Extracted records
——————
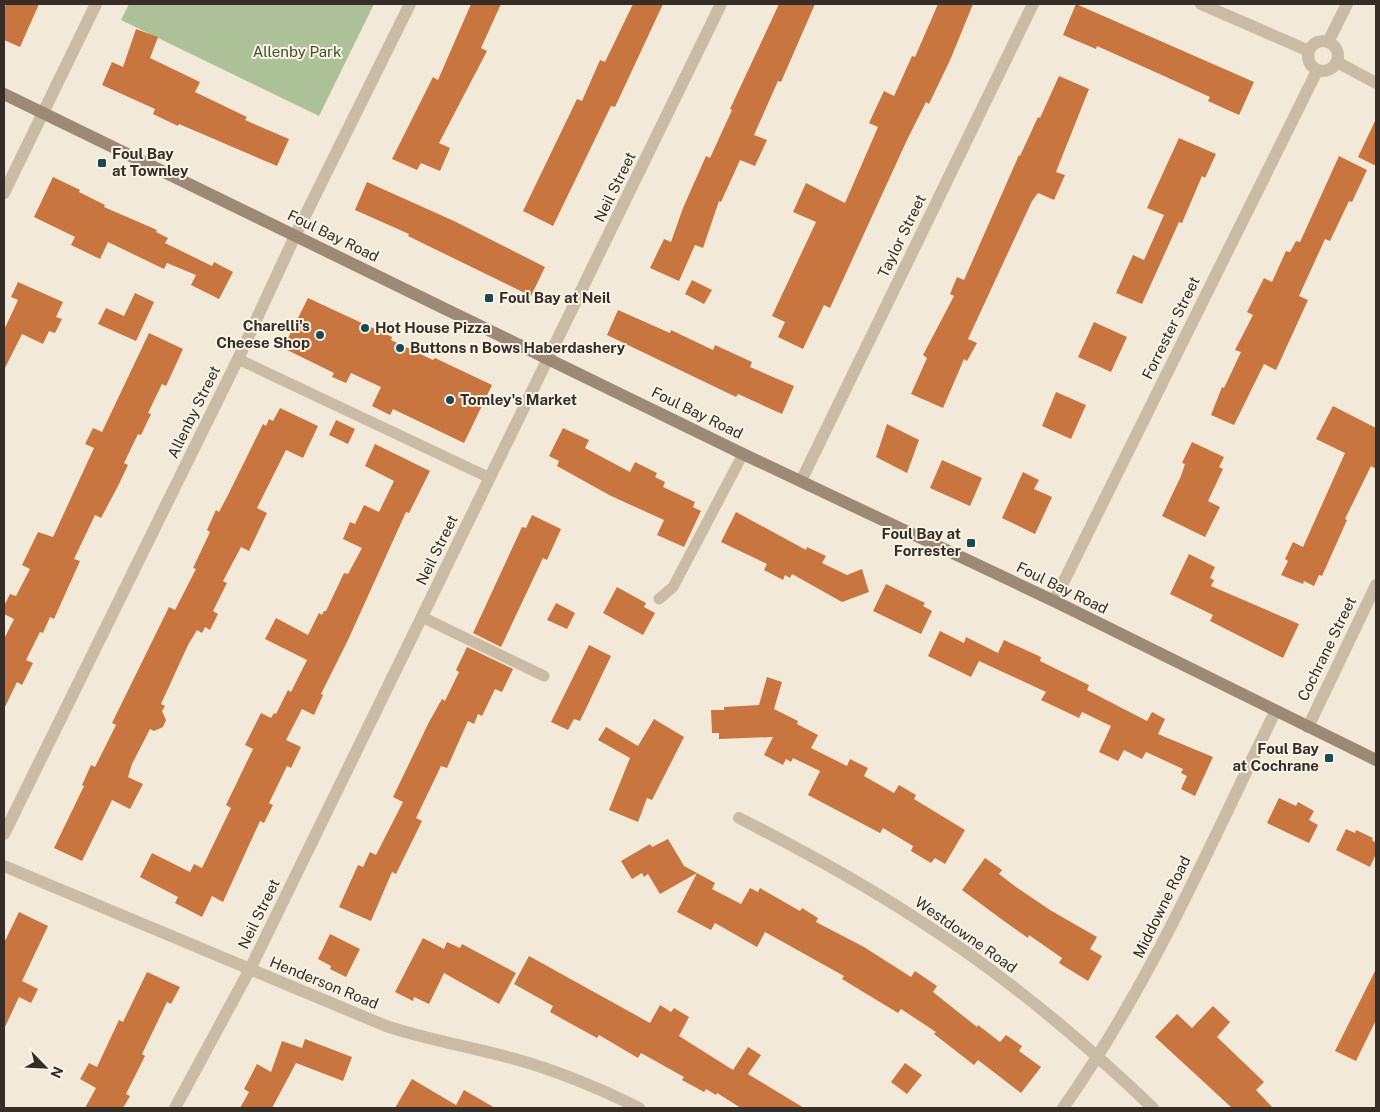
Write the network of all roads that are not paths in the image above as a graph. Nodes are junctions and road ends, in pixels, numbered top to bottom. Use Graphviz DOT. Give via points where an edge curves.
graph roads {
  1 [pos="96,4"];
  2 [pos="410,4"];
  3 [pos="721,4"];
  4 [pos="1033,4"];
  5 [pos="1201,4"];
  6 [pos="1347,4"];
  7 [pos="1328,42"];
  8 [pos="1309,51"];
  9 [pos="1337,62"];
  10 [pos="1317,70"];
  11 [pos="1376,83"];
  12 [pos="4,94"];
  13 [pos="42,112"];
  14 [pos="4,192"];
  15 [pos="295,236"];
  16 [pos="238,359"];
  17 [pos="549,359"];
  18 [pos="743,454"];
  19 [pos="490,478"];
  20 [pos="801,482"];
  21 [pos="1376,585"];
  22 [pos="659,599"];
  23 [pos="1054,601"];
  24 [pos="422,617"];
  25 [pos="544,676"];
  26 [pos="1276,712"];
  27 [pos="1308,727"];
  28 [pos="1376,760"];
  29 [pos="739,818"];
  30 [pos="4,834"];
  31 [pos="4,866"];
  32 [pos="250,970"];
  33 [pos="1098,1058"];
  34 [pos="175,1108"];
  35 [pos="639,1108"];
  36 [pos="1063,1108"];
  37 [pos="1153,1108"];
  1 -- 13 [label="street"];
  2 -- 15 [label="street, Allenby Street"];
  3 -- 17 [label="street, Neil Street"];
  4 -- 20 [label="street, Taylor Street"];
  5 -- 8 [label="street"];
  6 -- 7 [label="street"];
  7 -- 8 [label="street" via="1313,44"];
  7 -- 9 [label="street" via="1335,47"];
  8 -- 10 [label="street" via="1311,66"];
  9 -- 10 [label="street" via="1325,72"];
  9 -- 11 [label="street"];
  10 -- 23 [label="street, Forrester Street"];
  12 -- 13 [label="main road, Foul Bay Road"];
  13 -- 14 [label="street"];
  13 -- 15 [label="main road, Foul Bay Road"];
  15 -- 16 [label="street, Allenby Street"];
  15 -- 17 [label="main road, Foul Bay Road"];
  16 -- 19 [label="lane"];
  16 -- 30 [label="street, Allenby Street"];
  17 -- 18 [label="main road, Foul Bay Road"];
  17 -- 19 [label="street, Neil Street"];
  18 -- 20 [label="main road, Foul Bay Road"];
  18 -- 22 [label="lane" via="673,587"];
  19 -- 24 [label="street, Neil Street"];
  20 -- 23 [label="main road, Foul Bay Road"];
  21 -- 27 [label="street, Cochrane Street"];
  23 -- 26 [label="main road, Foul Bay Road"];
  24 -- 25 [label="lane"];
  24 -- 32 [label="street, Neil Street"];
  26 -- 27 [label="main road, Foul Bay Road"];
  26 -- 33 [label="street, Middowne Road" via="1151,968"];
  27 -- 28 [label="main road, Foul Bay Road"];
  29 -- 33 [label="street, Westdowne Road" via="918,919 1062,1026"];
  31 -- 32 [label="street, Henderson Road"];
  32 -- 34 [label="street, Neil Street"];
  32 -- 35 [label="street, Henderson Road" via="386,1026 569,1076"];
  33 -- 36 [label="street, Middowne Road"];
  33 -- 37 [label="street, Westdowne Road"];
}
——————
Return, from the entries, each line that holds "Middowne".

Task output
  26 -- 33 [label="street, Middowne Road" via="1151,968"];
  33 -- 36 [label="street, Middowne Road"];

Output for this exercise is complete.